Waszak, C. (2018). "Moi je trouve qu'elle a que ce qu'elle mérite" Que faire des jugements éthiques des lycéens sur leurs lectures ? Repères, 58, 155‑169. https://doi.org/10.4000/reperes.1780
Une œuvre littéraire n'est jamais complète, ou, si l'on préfère, ne constitue pas un monde complet, au sens où l'est, quelles que soient ses imperfections, celui dans lequel nous vivons. Si elle emprunte des éléments à des mondes déjà existants, dont le nôtre, elle ne donne pas à voir et à vivre un univers entier, mais délivre une série d'informations parcellaires qui ne seraient pas suffisantes sans notre intervention. Il serait plus juste alors de parler, à propos de cet espace littéraire insuffisant, de fragments de monde. Dès lors, l'activité de la lecture et de la critique est contrainte de compléter ce monde. Ajouter des données là où elles font défaut, finir les descriptions, poursuivre des pensées inachevées, inventer du passé et de l'avenir au texte. Ainsi l'œuvre se prolonge-t-elle chez chaque lecteur, qui, en venant l'habiter, la termine temporairement pour lui-même. Cette clôture personnelle concerne tous les niveaux de l'œuvre, notamment ceux où la littérature est en manque de représentation par rapport à l'image.
Bayard, P. (2014).

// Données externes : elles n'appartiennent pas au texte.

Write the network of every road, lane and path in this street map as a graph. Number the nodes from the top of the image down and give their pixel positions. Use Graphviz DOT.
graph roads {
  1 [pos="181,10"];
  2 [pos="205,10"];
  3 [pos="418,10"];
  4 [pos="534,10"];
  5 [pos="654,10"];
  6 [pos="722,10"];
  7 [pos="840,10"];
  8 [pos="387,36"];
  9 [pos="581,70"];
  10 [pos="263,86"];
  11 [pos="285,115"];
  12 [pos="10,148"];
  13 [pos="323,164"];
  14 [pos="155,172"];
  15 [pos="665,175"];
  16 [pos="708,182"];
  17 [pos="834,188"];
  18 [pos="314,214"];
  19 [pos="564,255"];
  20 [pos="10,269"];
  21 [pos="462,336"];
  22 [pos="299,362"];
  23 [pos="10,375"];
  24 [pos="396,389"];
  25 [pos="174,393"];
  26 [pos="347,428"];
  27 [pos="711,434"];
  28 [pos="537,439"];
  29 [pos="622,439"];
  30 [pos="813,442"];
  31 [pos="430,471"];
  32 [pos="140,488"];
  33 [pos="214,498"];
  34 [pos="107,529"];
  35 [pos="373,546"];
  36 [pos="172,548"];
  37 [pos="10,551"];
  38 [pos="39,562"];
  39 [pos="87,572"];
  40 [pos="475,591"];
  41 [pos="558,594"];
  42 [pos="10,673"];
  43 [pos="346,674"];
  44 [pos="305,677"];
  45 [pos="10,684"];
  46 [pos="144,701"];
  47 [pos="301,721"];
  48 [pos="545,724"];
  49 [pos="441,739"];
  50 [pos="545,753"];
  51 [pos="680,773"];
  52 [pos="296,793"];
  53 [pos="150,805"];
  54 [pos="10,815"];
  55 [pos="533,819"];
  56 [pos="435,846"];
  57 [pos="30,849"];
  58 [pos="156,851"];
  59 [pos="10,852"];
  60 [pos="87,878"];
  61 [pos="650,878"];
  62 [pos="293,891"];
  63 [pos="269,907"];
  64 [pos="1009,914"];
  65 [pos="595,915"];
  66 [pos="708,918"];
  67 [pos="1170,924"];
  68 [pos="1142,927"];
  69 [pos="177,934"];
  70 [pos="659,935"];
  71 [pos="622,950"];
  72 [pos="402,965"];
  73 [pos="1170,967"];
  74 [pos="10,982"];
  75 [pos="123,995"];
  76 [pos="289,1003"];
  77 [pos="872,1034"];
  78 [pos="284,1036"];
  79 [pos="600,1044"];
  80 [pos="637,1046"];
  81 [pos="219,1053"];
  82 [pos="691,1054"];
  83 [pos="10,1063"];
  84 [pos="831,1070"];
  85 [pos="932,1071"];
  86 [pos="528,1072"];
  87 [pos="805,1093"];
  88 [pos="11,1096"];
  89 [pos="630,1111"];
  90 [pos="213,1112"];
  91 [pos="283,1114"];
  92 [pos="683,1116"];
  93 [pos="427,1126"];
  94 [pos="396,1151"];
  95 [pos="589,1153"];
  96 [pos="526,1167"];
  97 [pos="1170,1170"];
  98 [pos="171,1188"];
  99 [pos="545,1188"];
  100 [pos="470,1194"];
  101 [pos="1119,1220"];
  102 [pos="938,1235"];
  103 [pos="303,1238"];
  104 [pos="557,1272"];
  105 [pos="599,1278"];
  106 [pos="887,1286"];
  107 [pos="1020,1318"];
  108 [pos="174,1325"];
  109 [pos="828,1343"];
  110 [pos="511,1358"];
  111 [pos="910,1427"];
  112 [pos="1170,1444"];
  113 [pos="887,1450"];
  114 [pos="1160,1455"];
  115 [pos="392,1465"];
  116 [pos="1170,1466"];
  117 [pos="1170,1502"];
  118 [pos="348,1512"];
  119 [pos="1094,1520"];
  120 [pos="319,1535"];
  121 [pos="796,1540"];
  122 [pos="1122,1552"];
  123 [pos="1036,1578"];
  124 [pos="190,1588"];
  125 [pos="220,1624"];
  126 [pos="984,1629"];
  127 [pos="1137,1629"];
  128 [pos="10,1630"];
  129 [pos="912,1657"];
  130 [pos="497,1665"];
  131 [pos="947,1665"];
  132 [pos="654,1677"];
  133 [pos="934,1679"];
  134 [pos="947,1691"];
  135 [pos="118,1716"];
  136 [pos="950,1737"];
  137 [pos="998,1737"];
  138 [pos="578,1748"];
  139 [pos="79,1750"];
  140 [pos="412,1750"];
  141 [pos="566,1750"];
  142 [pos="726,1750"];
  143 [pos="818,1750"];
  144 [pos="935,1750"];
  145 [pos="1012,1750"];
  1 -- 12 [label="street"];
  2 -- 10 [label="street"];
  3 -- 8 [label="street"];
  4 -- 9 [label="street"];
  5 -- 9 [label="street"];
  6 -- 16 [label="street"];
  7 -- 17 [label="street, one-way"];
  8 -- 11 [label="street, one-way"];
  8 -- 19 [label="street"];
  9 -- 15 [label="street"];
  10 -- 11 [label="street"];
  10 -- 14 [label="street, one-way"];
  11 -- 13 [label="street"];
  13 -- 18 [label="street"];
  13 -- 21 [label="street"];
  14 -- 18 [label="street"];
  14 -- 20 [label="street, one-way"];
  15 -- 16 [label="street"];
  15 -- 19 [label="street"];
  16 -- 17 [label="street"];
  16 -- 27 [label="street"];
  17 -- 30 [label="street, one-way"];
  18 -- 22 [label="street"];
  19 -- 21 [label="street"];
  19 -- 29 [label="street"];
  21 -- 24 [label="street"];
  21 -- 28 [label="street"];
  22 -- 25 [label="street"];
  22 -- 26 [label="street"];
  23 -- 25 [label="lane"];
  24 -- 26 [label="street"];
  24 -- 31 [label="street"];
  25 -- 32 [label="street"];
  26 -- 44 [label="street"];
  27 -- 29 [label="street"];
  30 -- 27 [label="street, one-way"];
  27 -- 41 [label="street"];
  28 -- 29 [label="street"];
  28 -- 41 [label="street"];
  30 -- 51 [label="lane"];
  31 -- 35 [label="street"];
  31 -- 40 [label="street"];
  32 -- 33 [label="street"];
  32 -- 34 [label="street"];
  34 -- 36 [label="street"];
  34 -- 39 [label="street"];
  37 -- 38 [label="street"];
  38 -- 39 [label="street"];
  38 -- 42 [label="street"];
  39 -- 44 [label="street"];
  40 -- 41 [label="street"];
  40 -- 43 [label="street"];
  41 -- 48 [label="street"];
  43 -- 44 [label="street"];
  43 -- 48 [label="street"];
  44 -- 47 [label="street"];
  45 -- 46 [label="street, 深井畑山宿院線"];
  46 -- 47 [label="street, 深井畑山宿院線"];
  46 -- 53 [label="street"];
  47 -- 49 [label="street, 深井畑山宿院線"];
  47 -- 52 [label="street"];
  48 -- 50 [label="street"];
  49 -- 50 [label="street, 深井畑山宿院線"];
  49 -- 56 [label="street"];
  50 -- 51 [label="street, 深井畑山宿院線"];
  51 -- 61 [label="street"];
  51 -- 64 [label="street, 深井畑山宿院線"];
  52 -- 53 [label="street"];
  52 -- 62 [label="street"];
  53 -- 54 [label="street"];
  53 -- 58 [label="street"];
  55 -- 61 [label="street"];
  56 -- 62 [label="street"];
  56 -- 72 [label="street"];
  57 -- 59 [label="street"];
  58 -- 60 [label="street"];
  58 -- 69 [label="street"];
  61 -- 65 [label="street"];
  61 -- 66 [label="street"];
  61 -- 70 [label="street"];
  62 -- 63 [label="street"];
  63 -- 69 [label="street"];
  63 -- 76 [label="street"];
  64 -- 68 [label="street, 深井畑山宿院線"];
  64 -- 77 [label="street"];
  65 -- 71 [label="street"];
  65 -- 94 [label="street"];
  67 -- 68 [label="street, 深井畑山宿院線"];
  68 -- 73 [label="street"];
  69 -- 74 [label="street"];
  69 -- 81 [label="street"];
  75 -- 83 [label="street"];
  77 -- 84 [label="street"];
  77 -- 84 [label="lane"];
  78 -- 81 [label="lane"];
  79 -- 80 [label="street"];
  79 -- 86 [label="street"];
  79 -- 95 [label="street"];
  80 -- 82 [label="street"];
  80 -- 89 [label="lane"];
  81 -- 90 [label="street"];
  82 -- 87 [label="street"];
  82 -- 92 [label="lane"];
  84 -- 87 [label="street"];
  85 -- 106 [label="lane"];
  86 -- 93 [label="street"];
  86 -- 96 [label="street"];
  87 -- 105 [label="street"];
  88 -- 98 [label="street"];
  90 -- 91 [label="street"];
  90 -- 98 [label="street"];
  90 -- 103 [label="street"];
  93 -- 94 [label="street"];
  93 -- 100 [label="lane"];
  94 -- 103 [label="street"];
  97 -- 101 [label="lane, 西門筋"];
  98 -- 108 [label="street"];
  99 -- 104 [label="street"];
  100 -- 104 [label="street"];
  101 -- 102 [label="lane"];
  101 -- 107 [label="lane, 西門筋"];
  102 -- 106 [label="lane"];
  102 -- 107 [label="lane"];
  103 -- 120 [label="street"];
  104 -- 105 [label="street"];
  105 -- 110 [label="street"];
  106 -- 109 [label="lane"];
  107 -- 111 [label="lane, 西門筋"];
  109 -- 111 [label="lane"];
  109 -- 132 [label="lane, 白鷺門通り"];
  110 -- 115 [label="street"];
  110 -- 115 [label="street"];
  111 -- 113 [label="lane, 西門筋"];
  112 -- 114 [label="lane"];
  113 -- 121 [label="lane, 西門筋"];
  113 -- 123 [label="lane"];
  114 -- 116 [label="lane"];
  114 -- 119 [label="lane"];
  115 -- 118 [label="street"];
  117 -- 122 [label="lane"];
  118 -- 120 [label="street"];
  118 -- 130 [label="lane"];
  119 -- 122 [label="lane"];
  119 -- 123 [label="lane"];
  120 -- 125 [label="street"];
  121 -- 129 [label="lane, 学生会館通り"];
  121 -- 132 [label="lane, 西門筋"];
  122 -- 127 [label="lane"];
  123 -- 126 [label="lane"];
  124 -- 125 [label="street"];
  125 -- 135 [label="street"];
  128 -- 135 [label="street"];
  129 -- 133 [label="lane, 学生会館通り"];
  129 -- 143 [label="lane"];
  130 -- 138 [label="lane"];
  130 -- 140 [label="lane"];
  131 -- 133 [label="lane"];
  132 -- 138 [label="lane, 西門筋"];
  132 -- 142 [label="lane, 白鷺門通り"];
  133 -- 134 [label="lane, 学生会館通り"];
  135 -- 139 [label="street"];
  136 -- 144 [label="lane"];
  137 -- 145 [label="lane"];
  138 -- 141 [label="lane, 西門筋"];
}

Enquête sur Hamlet : Le dialogue de sourds.
Au fond, une forme est esthétiquement valable justement dans la mesure où elle peut être envisagée et comprise selon des perspectives multiples, où elle manifeste une grande variété d’aspects et de résonances sans jamais cesser d’être elle-même. (Un panneau de signalisation routière ne peut, au contraire, être envisagé que sous un seul aspect; le soumettre à une interprétation fantaisiste, ce serait lui retirer jusqu’à sa définition.) En ce premier sens, toute œuvre d’art, alors même qu’elle est forme achevée et « close » dans sa perfection d’organisme exactement calibré, est « ouverte » au moins en ce qu’elle peut être interprétée de différentes façons sans que son irréductible singularité en soit altérée. Jouir d’une œuvre d’art revient à en donner une interprétation, une exécution, à la faire revivre dans une perspective originale.

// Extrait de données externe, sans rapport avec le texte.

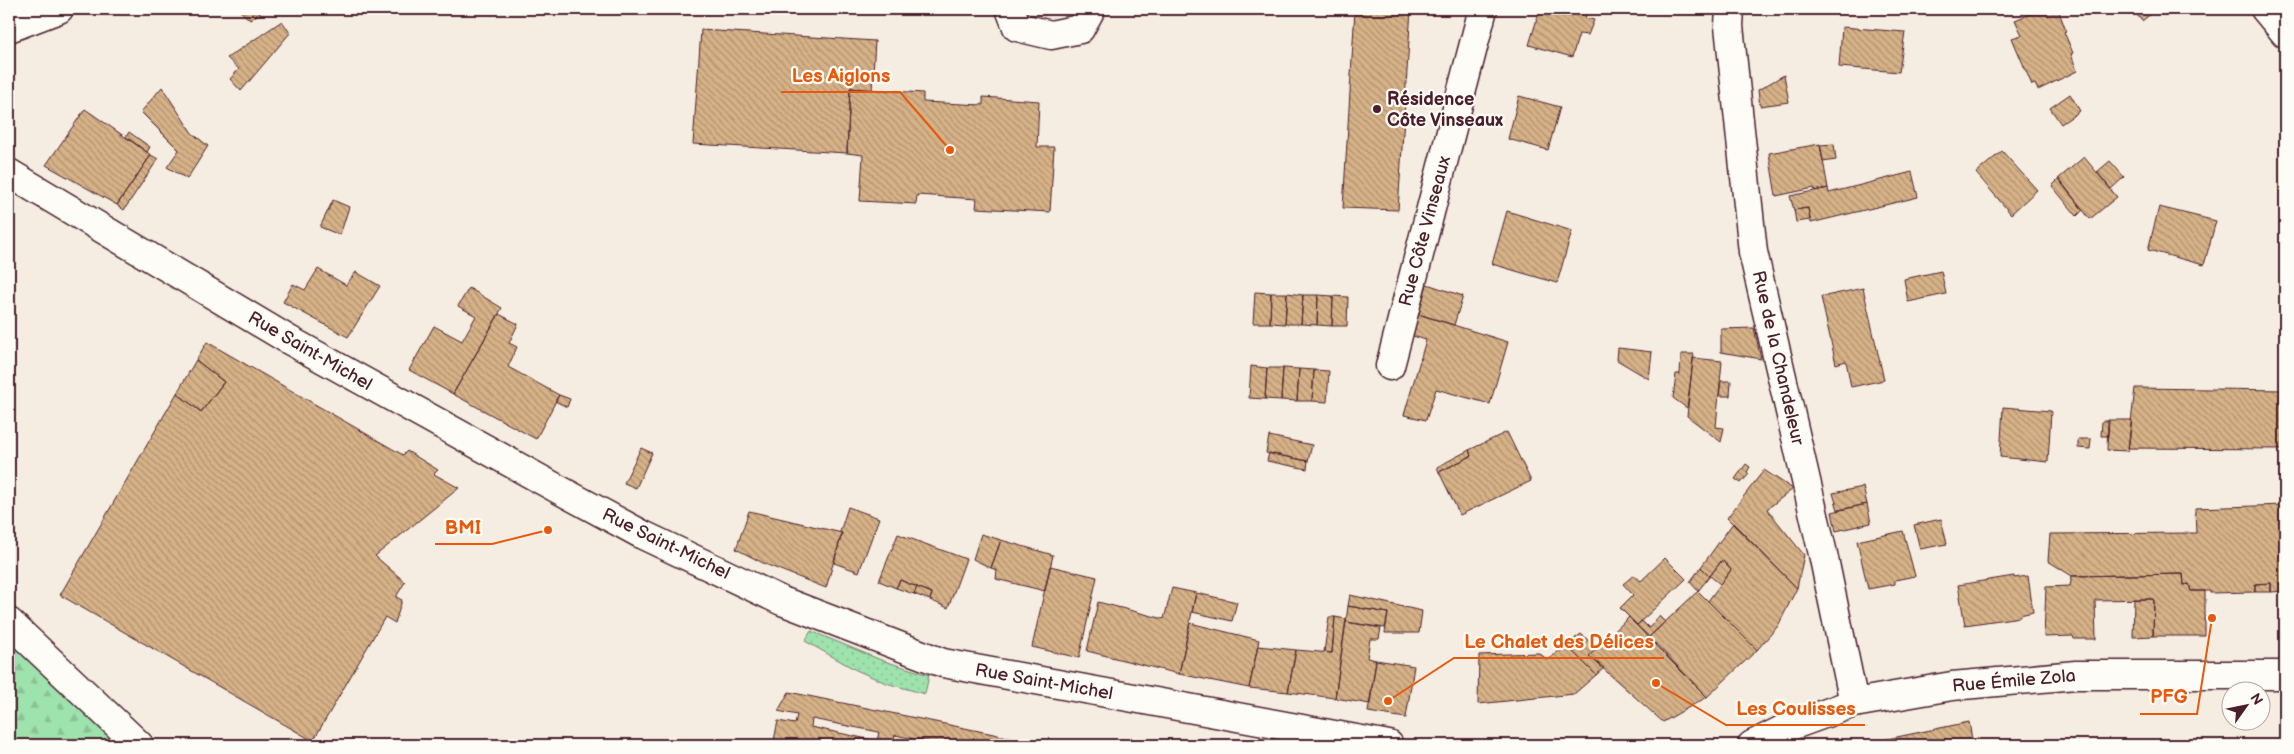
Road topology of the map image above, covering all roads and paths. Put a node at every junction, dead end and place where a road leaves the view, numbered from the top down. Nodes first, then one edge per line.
1 (59, 9) edge
2 (1010, 9) edge
3 (1091, 9) edge
4 (1483, 9) edge
5 (1730, 9) edge
6 (2265, 9) edge
7 (9, 28) edge
8 (2285, 32) edge
9 (9, 173) edge
10 (1390, 366) dead end
11 (9, 622) edge
12 (2285, 675) edge
13 (1854, 704) junction
14 (139, 745) edge
15 (1389, 745) edge
16 (1752, 745) edge

1 - 7 main road
2 - 3 main road
4 - 10 main road, Rue Côte Vinseaux
5 - 13 main road, Rue de la Chandeleur
6 - 8 main road
9 - 15 main road, Rue Saint-Michel
11 - 14 main road
12 - 13 main road, Rue Émile Zola
13 - 16 main road, Rue Émile Zola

Éco, U. (1979). L'oeuvre ouverte.
Si la compréhension est construction du sens à partir des éléments explicites et implicites du texte, l'interprétation sera spéculation sur le "pluriel du texte" (Canvat, 1999, p. 103), et exploration herméneutique. Et comme la spéculation et l'exploration n'appartiennent plus au domaine du consensus explicatif vers lequel tend la compréhension, l'interprétation poursuivra plutôt une "signification", qui renvoie étymologiquement à l'action d'"indiquer", de choisir parmi tous les possibles signifiants. Si le sens est en partie intrinsèque au texte, la signification en est extrinsèque, créée par un lecteur interprète qui cherche à produire de nouveaux signes à partir de ceux qu'il perçoit dans le texte […]. L'interprétation passe obligatoirement par une confrontation sociale qui lui conférera sa légitimité. Elle est l'actualisation d'une signification par un sujet au sein d'une communauté […]. Le sens, lui, est admis – il fait tout de même généralement consensus même s'il n'est pas unique et défini – ; il n'a pas à être diffusé pour trouver sa légitimité. En revanche, l'interprétation tire sa justification de cette socialisation.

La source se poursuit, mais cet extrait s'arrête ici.